Within 24 hours of purchase your account in the learning environment is provisioned and the tailored implementation playbook is delivered alongside it. The playbook is hand-built around your specific situation, not LLM-generated boilerplate.

Time investment. 6 hours of focused work spread over a week, saving an estimated 40-60 hours of internal scaffolding effort.

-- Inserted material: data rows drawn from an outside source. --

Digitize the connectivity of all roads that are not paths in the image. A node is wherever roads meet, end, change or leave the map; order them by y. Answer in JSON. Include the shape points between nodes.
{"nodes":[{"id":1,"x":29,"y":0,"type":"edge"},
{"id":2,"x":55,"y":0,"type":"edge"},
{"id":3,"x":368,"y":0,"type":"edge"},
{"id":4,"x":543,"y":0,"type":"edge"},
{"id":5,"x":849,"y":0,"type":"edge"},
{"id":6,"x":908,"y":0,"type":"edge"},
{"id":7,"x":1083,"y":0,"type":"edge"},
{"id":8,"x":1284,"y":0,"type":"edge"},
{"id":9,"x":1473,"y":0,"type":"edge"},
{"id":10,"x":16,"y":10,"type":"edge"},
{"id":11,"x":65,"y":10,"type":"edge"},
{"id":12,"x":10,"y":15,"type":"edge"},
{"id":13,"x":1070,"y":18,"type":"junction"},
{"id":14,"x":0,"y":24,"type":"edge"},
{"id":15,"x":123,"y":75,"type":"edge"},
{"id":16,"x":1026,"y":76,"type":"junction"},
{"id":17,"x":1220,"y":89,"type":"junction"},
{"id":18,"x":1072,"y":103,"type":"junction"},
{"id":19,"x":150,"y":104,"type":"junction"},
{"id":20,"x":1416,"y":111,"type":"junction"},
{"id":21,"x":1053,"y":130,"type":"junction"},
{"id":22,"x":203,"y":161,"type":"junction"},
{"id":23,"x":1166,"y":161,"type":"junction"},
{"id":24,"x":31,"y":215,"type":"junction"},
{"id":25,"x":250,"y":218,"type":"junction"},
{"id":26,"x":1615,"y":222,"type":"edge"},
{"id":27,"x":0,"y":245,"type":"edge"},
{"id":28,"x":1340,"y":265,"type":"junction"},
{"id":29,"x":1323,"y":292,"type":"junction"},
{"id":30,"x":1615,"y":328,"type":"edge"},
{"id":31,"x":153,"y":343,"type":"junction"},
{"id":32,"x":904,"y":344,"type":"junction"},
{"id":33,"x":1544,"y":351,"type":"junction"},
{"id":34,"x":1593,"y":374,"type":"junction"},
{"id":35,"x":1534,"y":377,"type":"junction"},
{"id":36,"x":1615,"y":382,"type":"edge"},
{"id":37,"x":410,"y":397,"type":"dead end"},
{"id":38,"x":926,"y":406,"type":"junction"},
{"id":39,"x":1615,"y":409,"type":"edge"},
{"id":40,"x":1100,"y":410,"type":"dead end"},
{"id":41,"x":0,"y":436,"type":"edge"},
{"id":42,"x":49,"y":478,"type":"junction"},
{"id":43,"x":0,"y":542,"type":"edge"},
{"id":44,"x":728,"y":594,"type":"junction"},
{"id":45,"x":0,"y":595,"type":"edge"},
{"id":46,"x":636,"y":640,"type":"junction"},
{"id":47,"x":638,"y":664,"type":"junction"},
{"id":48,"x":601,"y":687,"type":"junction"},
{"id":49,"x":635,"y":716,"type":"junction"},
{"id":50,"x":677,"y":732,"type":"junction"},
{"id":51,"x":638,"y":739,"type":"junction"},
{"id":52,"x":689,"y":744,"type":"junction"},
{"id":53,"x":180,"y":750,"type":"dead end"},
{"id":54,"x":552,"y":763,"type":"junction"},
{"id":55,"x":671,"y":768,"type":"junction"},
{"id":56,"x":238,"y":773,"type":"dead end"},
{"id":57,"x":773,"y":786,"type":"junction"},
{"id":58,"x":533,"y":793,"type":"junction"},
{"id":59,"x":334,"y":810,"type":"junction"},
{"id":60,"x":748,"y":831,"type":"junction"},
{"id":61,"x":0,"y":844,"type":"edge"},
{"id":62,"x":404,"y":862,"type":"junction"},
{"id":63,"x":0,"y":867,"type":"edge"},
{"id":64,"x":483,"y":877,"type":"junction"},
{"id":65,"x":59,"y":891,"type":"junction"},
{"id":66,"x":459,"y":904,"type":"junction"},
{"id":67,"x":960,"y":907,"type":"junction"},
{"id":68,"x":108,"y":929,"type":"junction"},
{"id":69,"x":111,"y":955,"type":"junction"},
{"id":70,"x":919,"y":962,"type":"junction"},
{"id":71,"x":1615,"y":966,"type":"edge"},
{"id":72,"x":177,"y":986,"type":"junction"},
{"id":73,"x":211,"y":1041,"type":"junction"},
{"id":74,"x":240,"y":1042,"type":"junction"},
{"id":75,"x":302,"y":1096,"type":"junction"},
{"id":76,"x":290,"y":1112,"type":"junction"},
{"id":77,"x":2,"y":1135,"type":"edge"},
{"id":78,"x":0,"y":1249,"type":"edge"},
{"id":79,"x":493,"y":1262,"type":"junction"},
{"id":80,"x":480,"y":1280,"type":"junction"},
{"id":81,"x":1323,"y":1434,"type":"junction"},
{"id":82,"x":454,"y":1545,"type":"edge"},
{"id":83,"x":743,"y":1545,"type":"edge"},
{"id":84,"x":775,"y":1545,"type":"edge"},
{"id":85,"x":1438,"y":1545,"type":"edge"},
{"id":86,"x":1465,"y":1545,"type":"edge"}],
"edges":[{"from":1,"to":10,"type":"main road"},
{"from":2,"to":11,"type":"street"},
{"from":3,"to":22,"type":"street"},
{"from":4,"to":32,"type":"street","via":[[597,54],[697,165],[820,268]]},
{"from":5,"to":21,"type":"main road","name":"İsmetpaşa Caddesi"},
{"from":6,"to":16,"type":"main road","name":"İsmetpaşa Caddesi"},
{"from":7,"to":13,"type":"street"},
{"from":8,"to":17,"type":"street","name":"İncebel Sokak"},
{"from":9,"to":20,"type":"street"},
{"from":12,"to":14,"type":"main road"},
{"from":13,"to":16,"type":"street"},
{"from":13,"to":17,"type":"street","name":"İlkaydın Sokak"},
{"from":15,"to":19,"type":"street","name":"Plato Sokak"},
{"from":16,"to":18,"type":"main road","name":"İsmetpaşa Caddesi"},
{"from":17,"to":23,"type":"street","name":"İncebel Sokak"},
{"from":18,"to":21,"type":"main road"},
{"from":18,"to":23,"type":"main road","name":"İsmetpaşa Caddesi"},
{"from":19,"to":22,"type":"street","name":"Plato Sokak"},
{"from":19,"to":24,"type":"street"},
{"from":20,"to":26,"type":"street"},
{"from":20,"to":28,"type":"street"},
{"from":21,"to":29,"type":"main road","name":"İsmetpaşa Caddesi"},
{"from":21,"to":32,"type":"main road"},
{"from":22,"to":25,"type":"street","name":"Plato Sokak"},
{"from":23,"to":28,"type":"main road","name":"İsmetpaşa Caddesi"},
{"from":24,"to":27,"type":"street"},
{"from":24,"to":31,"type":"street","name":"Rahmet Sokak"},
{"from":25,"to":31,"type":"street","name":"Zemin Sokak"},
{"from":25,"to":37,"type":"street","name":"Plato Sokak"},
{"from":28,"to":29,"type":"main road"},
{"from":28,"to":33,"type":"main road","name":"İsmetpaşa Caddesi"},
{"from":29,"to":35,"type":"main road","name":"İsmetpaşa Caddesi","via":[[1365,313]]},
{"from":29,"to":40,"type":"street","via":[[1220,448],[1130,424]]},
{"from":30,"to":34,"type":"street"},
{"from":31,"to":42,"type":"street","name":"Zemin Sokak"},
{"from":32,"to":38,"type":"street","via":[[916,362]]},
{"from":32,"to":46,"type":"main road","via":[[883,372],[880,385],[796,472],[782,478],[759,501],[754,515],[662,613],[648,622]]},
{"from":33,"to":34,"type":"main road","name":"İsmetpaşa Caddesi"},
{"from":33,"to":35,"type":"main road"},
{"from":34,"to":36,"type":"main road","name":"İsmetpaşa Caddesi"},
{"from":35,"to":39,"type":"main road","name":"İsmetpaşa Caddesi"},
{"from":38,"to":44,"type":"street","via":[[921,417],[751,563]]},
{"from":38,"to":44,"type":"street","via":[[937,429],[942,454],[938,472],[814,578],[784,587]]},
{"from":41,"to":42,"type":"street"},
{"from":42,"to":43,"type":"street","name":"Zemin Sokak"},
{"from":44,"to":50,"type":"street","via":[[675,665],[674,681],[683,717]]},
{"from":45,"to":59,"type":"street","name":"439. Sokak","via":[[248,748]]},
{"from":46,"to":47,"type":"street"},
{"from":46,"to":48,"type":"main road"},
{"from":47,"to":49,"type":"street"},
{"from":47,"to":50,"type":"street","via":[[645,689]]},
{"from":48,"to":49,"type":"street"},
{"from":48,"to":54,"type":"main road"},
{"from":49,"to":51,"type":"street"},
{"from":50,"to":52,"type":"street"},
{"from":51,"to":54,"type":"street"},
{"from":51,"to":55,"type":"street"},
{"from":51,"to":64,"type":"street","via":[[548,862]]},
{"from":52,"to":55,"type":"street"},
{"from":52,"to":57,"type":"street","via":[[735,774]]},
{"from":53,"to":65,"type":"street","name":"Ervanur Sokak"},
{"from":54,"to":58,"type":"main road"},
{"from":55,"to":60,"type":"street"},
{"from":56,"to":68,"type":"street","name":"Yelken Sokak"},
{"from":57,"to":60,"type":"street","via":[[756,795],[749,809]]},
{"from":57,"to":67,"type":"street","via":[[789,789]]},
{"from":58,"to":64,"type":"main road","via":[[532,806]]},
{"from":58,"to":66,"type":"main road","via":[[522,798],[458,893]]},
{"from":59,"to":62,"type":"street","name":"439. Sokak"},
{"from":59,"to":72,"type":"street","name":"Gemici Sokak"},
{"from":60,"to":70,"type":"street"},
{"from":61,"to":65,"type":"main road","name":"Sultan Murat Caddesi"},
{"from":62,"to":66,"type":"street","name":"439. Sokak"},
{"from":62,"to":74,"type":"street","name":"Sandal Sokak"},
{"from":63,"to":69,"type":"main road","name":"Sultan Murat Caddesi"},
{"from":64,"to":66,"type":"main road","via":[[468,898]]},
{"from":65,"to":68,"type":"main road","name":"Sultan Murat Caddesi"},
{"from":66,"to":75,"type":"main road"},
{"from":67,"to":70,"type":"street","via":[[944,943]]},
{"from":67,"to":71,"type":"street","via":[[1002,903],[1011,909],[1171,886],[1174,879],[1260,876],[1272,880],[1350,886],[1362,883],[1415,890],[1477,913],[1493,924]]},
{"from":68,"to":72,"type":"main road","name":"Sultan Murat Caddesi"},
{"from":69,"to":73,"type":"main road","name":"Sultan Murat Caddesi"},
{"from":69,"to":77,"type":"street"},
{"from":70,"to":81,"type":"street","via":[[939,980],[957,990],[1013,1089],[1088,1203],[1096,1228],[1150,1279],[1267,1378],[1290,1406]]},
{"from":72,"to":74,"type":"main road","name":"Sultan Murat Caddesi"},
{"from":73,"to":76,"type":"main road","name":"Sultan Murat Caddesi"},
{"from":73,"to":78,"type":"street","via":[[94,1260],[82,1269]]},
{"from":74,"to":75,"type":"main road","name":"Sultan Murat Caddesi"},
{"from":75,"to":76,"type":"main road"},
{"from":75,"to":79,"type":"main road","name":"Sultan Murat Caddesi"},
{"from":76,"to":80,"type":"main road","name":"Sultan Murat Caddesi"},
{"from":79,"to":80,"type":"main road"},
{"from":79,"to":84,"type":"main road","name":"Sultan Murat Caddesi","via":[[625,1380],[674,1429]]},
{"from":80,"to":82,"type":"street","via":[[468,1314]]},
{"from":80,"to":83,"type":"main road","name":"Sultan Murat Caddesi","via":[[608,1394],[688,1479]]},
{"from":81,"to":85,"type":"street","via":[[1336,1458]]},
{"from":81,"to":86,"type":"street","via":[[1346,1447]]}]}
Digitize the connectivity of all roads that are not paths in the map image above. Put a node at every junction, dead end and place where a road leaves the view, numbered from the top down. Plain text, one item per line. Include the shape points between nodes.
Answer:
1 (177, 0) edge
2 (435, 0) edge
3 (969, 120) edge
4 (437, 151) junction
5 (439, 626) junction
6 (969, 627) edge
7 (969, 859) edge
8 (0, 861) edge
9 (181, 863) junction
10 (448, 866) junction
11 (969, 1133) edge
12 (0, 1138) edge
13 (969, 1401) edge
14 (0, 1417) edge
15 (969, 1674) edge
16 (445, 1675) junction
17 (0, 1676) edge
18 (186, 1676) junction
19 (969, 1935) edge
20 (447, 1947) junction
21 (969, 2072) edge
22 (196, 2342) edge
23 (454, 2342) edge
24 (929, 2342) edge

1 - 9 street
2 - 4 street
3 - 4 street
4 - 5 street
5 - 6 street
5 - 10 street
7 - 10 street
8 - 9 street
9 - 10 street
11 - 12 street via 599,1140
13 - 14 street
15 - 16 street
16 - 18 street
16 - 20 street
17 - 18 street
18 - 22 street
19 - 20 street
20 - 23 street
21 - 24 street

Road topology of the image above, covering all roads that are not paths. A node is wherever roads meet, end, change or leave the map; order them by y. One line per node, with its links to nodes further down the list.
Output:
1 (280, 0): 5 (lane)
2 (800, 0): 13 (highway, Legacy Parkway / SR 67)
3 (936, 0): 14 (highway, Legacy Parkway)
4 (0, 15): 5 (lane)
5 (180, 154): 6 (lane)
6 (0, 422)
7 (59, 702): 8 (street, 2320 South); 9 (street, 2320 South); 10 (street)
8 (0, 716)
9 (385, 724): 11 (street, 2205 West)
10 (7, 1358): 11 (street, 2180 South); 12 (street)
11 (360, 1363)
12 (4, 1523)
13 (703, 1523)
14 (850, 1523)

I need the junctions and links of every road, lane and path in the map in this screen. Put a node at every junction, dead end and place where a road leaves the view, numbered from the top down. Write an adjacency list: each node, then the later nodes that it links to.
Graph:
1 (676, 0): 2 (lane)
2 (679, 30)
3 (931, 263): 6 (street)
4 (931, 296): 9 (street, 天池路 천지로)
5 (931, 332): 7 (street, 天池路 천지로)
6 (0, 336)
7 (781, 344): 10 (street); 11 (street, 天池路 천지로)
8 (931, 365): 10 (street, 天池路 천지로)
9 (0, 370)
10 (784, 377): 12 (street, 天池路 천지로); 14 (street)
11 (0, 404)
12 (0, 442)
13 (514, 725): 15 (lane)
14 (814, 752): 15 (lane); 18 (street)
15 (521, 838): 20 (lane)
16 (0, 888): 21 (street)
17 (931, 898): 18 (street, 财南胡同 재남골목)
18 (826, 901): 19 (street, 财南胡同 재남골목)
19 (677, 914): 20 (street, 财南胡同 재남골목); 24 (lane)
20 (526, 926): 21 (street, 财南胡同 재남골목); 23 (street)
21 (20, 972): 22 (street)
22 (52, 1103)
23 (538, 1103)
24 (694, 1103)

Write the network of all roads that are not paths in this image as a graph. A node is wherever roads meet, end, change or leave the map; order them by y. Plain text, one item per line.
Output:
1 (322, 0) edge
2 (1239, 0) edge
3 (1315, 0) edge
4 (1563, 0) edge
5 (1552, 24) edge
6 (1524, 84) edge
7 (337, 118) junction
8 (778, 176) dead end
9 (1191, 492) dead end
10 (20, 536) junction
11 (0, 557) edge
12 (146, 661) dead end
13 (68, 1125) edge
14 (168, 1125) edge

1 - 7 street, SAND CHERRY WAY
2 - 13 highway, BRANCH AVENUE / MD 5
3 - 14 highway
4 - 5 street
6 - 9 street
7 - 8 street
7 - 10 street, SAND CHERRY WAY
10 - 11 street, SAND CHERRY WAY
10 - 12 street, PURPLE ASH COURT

Why $199 is the right number

A half-day consultant to map legacy data costs $2,500-$5,000, a generic compliance certification runs $1,200-$2,000, and building this pipeline yourself can consume 60+ hours. For $199 you get a complete, ready-to-use solution and a playbook that eliminates all of that overhead.

FAQ

Do I need prior experience with modern analytics tools?
The course builds on your mainframe knowledge and introduces the tools step-by-step, so no prior analytics background is required.
Will the artefacts work with our existing mainframe environment?
All templates, scripts, and runbooks are designed to integrate directly with COBOL/JCL workloads.
How much time do I need each week?
Plan for about 4 hours per week; the course is paced for busy professionals.
What support is available after I finish?
You receive a comprehensive implementation playbook that guides you through the first deployment without additional coaching.

30-day money-back guarantee. If after a week of working through the materials this is not what you needed, reply to the receipt email and a full refund is processed. No questions, no forms.

Within 24 hours your account in the learning environment is provisioned and the tailored implementation playbook is delivered alongside it.